BEGIN

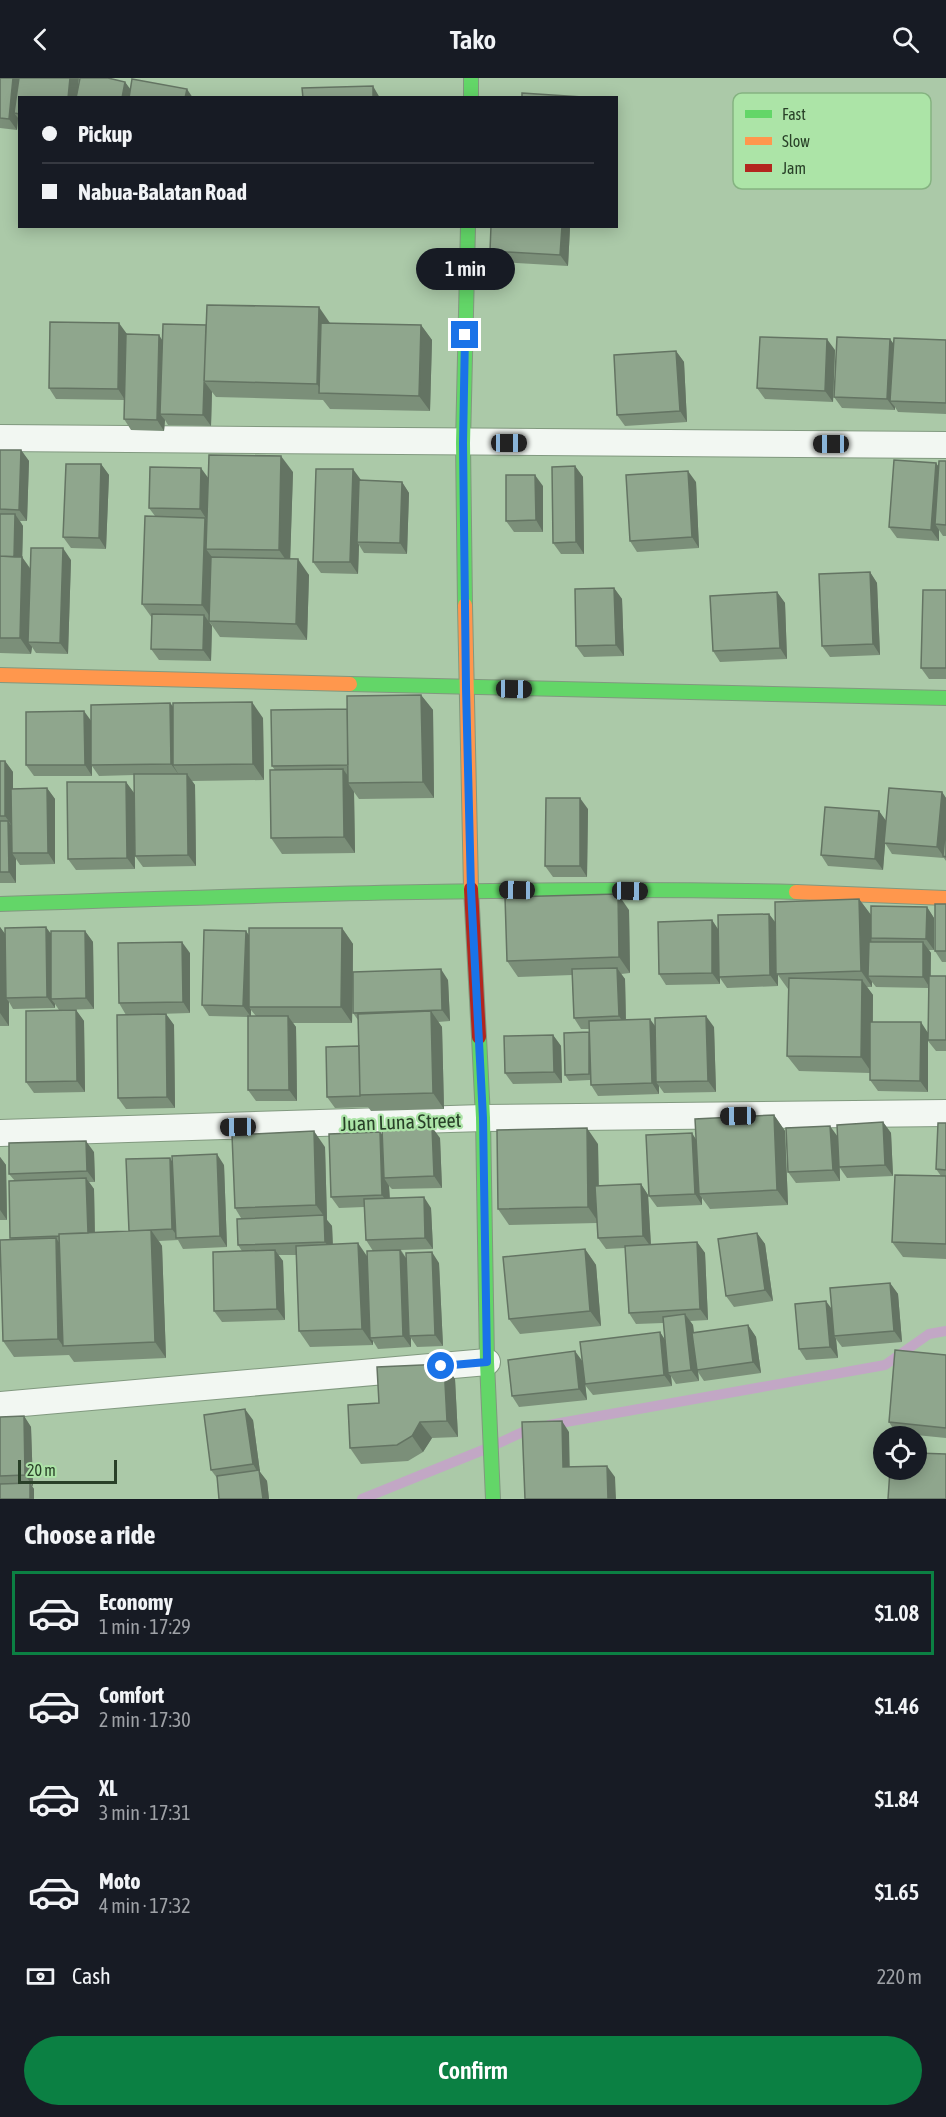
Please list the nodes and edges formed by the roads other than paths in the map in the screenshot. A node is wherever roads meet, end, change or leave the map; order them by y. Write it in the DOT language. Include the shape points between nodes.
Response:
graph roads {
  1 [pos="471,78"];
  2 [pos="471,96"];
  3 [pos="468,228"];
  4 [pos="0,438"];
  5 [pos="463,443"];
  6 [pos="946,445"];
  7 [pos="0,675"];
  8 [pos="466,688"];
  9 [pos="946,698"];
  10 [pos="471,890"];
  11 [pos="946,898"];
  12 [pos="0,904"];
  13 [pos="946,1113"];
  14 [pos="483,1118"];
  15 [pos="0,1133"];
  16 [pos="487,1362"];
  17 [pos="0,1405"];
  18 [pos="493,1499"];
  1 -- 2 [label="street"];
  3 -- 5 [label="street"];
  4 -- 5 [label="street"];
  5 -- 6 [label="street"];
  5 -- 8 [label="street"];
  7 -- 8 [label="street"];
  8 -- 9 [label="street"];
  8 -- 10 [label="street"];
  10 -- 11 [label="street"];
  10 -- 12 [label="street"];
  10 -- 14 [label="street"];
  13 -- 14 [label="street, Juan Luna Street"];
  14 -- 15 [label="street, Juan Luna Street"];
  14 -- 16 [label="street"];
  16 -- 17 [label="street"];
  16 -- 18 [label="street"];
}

END
BEGIN

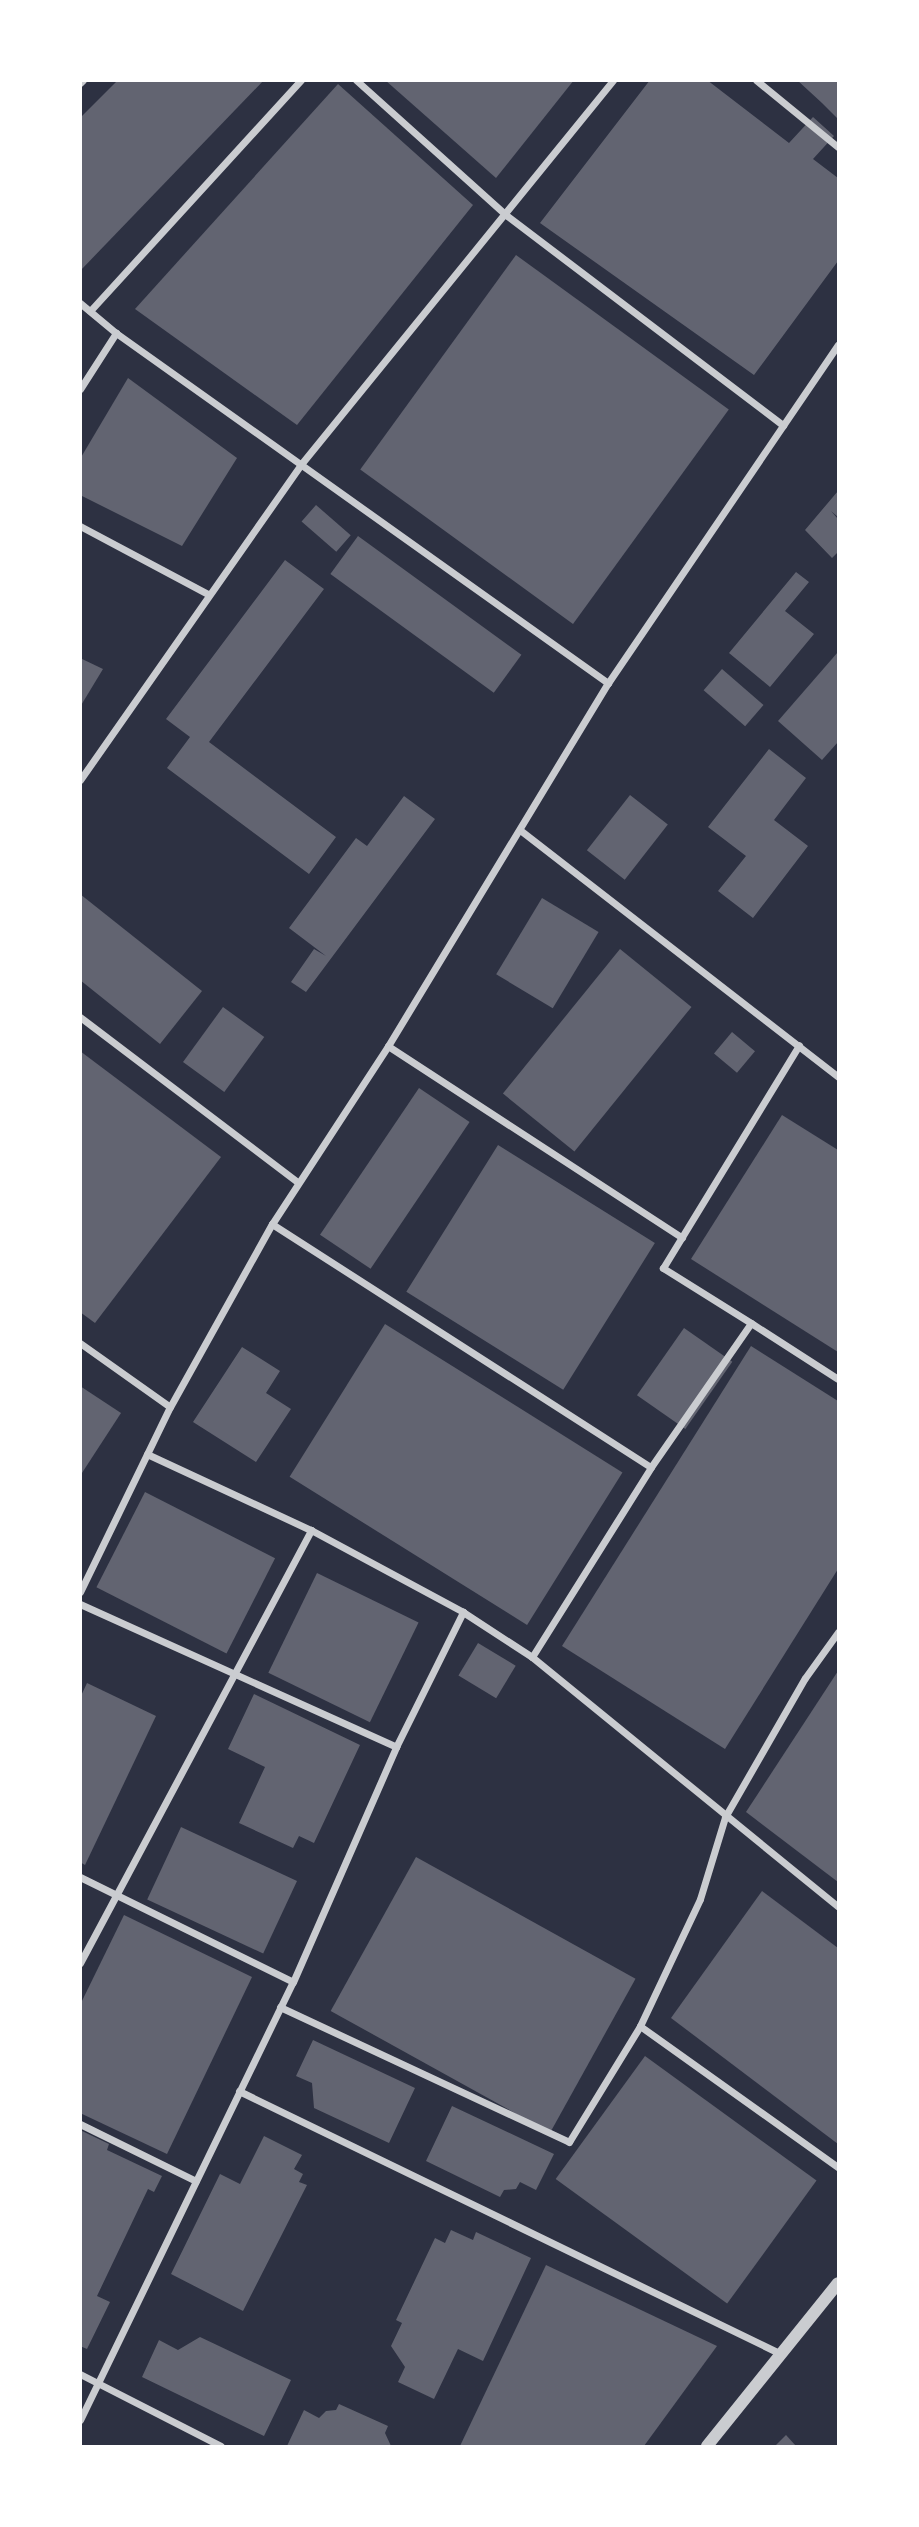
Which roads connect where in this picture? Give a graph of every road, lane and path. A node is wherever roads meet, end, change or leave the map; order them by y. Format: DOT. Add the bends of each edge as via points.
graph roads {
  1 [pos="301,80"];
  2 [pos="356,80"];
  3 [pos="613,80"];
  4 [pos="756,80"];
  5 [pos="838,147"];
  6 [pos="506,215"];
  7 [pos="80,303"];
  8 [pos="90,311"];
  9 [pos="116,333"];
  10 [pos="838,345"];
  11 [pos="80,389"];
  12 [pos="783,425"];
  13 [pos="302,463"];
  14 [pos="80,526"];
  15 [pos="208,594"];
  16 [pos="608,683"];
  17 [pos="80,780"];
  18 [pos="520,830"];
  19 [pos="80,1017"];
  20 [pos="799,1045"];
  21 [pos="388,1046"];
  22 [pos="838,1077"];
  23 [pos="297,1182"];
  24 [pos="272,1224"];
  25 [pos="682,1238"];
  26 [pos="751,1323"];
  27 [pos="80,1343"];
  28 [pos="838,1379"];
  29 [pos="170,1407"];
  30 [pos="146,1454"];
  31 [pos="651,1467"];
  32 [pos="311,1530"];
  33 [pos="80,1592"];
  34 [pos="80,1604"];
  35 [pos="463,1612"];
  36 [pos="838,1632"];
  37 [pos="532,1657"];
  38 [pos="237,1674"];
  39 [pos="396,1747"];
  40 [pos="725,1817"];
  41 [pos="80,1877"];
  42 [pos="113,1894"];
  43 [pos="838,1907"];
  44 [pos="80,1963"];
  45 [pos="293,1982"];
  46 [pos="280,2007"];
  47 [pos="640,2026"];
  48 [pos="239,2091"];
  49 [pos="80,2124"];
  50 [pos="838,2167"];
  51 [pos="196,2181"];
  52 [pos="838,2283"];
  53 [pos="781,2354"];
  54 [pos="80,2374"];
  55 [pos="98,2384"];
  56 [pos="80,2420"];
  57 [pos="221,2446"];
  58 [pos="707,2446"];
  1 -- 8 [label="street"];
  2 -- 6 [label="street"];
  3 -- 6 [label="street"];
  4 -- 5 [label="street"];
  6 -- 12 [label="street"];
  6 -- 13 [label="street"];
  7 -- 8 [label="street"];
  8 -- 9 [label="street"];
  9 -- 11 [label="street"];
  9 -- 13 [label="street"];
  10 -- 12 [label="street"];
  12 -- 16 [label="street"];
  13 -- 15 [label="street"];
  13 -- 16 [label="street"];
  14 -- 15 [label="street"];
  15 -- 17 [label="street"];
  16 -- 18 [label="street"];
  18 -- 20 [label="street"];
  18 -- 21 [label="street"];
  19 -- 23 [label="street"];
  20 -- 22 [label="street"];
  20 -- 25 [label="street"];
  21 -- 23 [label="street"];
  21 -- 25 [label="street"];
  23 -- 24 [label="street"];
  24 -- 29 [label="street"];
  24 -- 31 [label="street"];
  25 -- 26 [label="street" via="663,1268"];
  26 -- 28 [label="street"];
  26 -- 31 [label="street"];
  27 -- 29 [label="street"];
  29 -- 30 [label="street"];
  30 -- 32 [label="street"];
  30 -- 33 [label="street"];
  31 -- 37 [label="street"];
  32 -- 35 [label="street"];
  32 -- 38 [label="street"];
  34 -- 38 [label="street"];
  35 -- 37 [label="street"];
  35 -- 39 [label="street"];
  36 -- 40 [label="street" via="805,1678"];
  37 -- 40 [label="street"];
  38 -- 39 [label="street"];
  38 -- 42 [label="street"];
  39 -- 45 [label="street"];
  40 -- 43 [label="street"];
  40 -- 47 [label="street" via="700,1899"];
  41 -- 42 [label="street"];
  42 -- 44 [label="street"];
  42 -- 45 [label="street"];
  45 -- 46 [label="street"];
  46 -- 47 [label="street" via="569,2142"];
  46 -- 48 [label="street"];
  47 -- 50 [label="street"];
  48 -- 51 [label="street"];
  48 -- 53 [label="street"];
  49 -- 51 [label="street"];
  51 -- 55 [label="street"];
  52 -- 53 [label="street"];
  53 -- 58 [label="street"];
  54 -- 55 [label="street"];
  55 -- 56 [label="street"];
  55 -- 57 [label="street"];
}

END
BEGIN

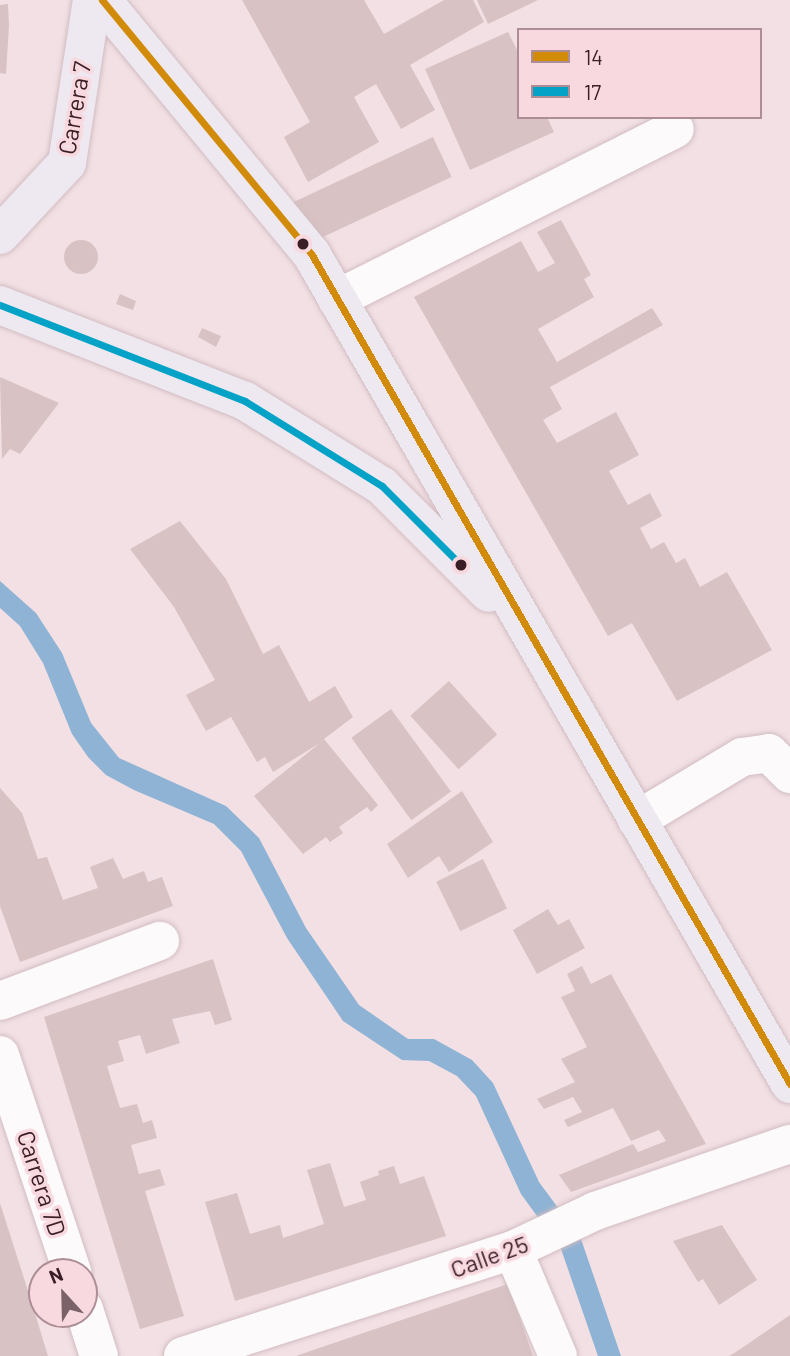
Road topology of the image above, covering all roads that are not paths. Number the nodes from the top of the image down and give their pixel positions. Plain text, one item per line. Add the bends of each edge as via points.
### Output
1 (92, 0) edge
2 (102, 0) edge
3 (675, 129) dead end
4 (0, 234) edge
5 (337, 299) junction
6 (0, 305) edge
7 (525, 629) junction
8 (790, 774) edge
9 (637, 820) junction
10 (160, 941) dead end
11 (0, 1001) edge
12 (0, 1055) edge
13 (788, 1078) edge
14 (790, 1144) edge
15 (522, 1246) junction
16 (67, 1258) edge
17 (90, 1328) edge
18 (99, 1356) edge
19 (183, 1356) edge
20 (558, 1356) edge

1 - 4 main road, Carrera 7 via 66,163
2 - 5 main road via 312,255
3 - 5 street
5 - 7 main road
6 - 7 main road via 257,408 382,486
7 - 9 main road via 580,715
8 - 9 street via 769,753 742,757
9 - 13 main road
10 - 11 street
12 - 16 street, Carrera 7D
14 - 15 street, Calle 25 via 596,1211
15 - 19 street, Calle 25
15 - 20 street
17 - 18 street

END

Where does "nodes" appear in the records above? Copy every line that has it.

TASK RESPONSE:
Please list the nodes and edges formed by the roads other than paths in the map in the screenshot. A node is wherever roads meet, end, change or leave the map; order them by y. Write it in the DOT language. Include the shape points between nodes.
Road topology of the image above, covering all roads that are not paths. Number the nodes from the top of the image down and give their pixel positions. Plain text, one item per line. Add the bends of each edge as via points.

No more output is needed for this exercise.